My friend Carol and I recently decided to treat ourselves to a night out at The Chopping Block recreational cooking school in Chicago (although it was a girls night out, guys would certainly love this place as well). It was an experience we won’t soon forget. We had a ball!
Me and my partner in crime, Carol
I still laugh at some of the shenanigans that took place; In spite of our silliness, our meal turned out great (scroll to the bottom for our delicious empanada recipe); so it was money well spent.
I even learned some things!
A Little History
The Chopping Block opened it’s original location in a small cottage in Lincoln Park in 1997. It has now grown to be Chicago’s largest recreational cooking school with 2 locations: the larger of the two (the relocated and expanded, original Lincoln Park location) is inside the Merchandise Mart. It has 8,000 square feet and features three kitchens. The smaller location in Lincoln Square, has 4,000 square feet.
Making Empanada Dough
With hundreds of classes and events each month, The Chopping Block is one of the busiest recreational cooking schools in the country.
The Merchandise Mart’s three kitchens can be used individually or collectively to accommodate groups as small as six people to as large as 300 people. Groups larger than 300 can utilize event space available in The Merchandise Mart. The Chopping Block Lincoln Square also has three kitchens, including an outdoor grilling patio that can accommodate small groups or gatherings as large as 100 people.
This year the school will be celebrating its 20th year in business.
With so many classes to choose from, it was a tough decision. After much back and forth and elimination, we decided on the Tapas Party! The main reason for me was because PARTY was in the title! Plus, I was going to learn how to make PAELLA, and I LOVE PAELLA!!!

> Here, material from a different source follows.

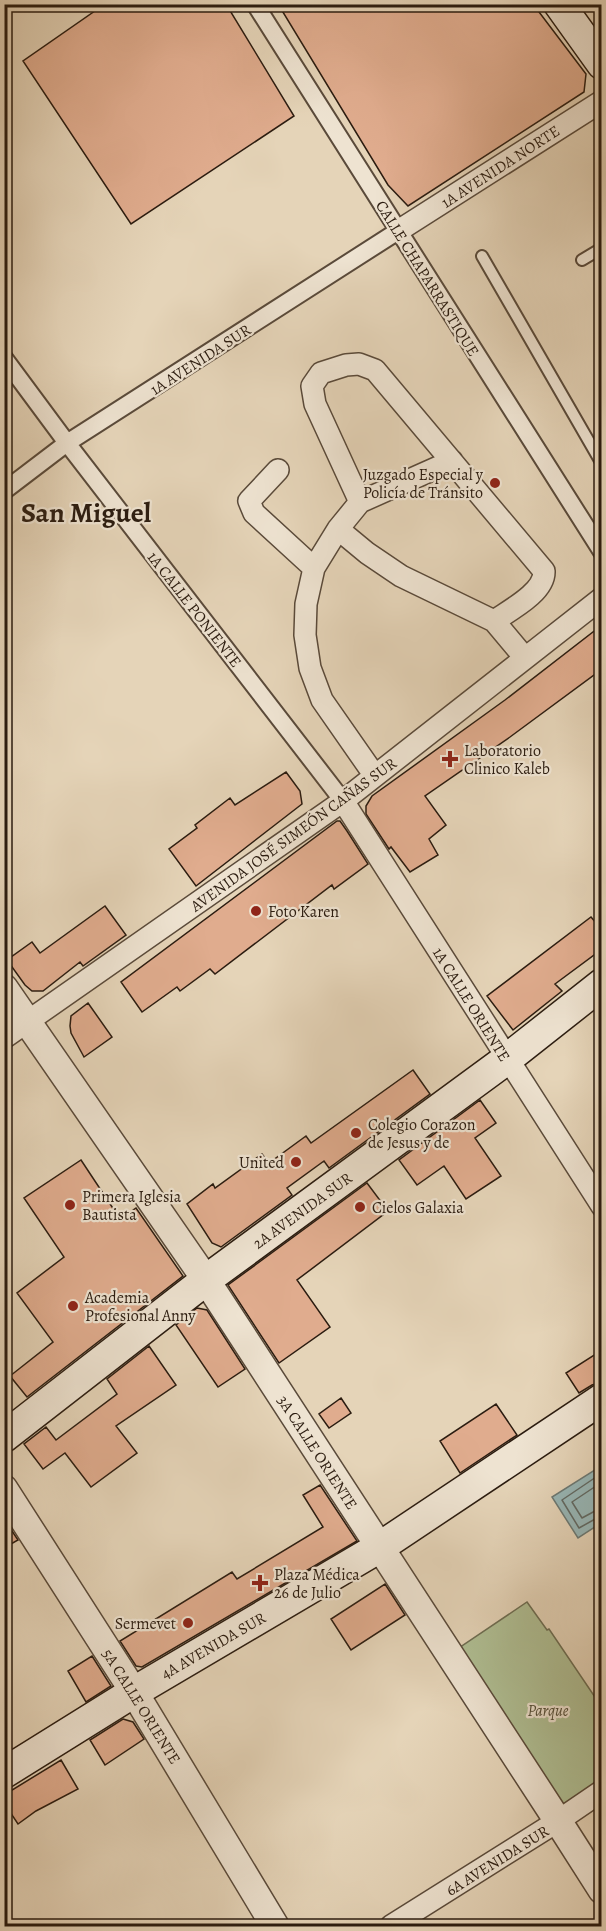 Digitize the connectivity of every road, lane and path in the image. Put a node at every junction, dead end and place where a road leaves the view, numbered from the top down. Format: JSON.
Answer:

Our chef instructor for the evening giving us direction
Some of the skills we’d learn included: determining shellfish doneness, preparing empanada dough, making tomato sauce, making bean fillings, working with Arborio rice and saffron, and getting familiar with Spanish ingredients.
We immediately booked after deciding on a date. There are only 13 slots in the class, and they fill up fast.
After our arrival and check-in, we were treated to complimentary truffle popcorn. That stuff is highly addictive! I had to refrain myself so that I wouldn’t ruin my appetite. On a side note, they sell the truffle salt in the school’s retail shop so you can make the truffle popcorn at home! You also get 15% off on the day you attend a class.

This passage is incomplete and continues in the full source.